E o sexto ramo, "Não morra!" "Budas, professores, por favor, não vão embora, não me deixem. Sou absolutamente sincero. Não sou apenas um turista do dharma, que veio para dar uma olhada rápida e ir embora, eu quero ir até a iluminação. Então continue me ensinando todo o caminho. Não vá embora.” E o sétimo ramo é a dedicação, como a que fizemos ontem, “Seja qual for a força positiva gerada com isso, que ela atue como causa para que eu alcance a iluminação e realmente consiga ajudar melhor os outros.”

Portanto, essa é a primeira coisa, preparar a prateleira, fazer oferendas e fazer a prática de sete partes - ou a prece ou oferenda de sete ramos - e então, como ele diz, teremos “uma mente que nunca desistirá até a realização última de sua essência búdica.” “Essência búdica” está se referindo à natureza búdica; e a realização final da natureza búdica é a nossa obtenção da iluminação. A natureza búdica se refere a aspectos que temos e que nos permitirão alcançar a iluminação. “Eu vou até o fim. Eu não vou parar até alcançar a iluminação.”

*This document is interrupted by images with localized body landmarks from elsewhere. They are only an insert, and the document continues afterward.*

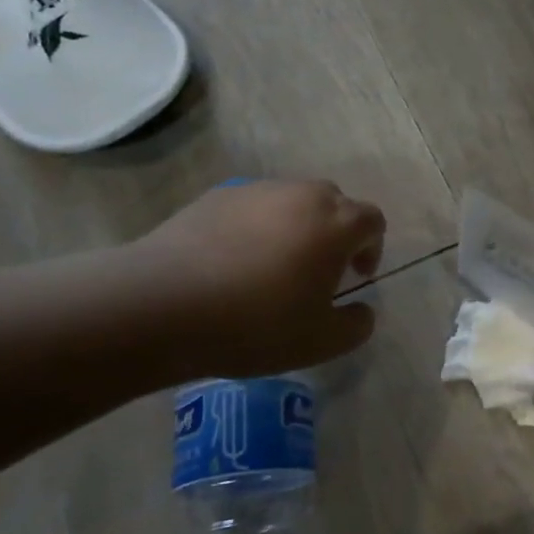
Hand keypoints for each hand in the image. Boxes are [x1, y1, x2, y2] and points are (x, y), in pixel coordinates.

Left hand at [127, 180, 384, 378]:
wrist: (161, 304)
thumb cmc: (255, 324)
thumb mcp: (321, 342)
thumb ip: (356, 325)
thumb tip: (362, 310)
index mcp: (337, 224)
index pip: (372, 221)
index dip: (371, 248)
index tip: (355, 276)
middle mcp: (302, 195)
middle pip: (335, 203)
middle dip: (336, 232)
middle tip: (318, 270)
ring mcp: (256, 190)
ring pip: (292, 201)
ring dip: (296, 226)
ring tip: (272, 266)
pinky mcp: (216, 196)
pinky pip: (252, 206)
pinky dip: (255, 226)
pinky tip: (232, 262)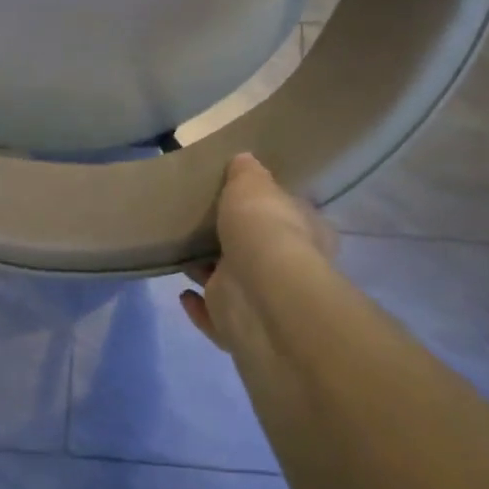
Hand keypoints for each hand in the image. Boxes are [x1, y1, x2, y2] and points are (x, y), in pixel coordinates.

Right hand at [180, 153, 335, 354]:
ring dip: (211, 273)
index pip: (289, 216)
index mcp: (305, 233)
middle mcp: (288, 269)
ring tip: (183, 253)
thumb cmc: (264, 229)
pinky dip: (198, 307)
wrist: (259, 294)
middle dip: (234, 242)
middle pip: (258, 251)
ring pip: (233, 283)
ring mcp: (261, 302)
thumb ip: (246, 173)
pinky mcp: (235, 329)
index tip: (242, 199)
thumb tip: (244, 160)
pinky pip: (212, 316)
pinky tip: (183, 293)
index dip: (268, 208)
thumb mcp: (253, 185)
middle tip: (204, 225)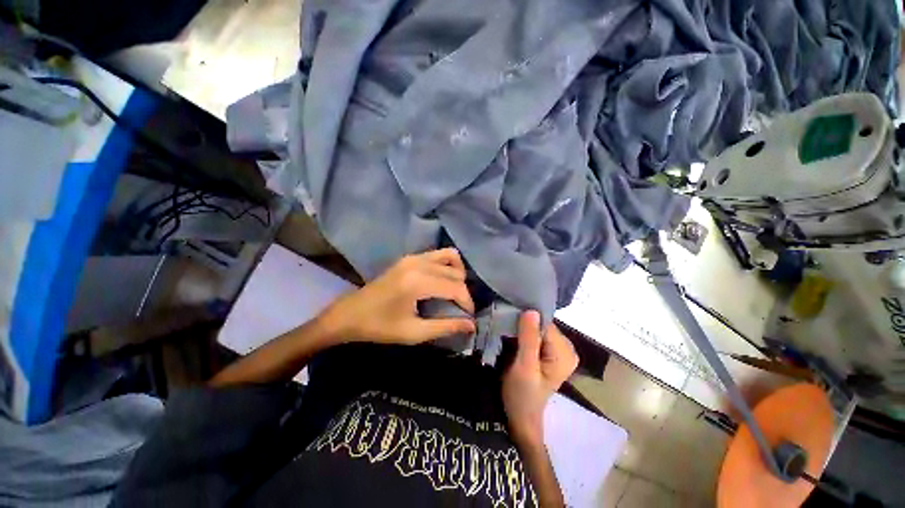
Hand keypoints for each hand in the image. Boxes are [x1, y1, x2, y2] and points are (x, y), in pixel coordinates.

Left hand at [320, 248, 476, 344]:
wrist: (349, 314)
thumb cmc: (380, 327)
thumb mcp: (414, 332)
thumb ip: (445, 327)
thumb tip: (471, 325)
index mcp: (418, 282)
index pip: (455, 287)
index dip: (467, 302)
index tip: (469, 317)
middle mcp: (418, 263)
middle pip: (455, 272)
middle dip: (463, 291)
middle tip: (460, 309)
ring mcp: (413, 257)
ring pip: (450, 257)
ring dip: (457, 274)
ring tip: (455, 292)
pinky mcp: (409, 257)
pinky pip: (437, 254)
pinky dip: (447, 265)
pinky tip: (443, 280)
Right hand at [502, 311, 577, 445]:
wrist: (520, 416)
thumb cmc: (522, 395)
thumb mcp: (524, 367)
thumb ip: (529, 339)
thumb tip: (531, 311)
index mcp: (565, 353)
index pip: (544, 324)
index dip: (525, 324)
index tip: (508, 328)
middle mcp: (566, 348)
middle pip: (541, 325)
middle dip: (523, 327)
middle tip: (506, 335)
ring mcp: (558, 350)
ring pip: (536, 328)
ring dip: (521, 331)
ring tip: (508, 338)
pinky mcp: (548, 352)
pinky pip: (534, 335)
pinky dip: (523, 335)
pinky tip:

E “com grande fé nas Três Joias Supremas” - “fé” tem um significado muito específico no budismo; é um pouco diferente do conceito ocidental de fé. Significa "acreditar que um fato é verdadeiro". Não significa "Acredito que vai chover amanhã", isso é apenas um palpite, eu realmente não sei. Ou, "Tenho fé em Deus", algo que eu realmente não consigo entender, que apenas "tenho fé". Também não é "eu acredito em Papai Noel", algo que não existe. Acreditamos em algo que é verdade, que é fato.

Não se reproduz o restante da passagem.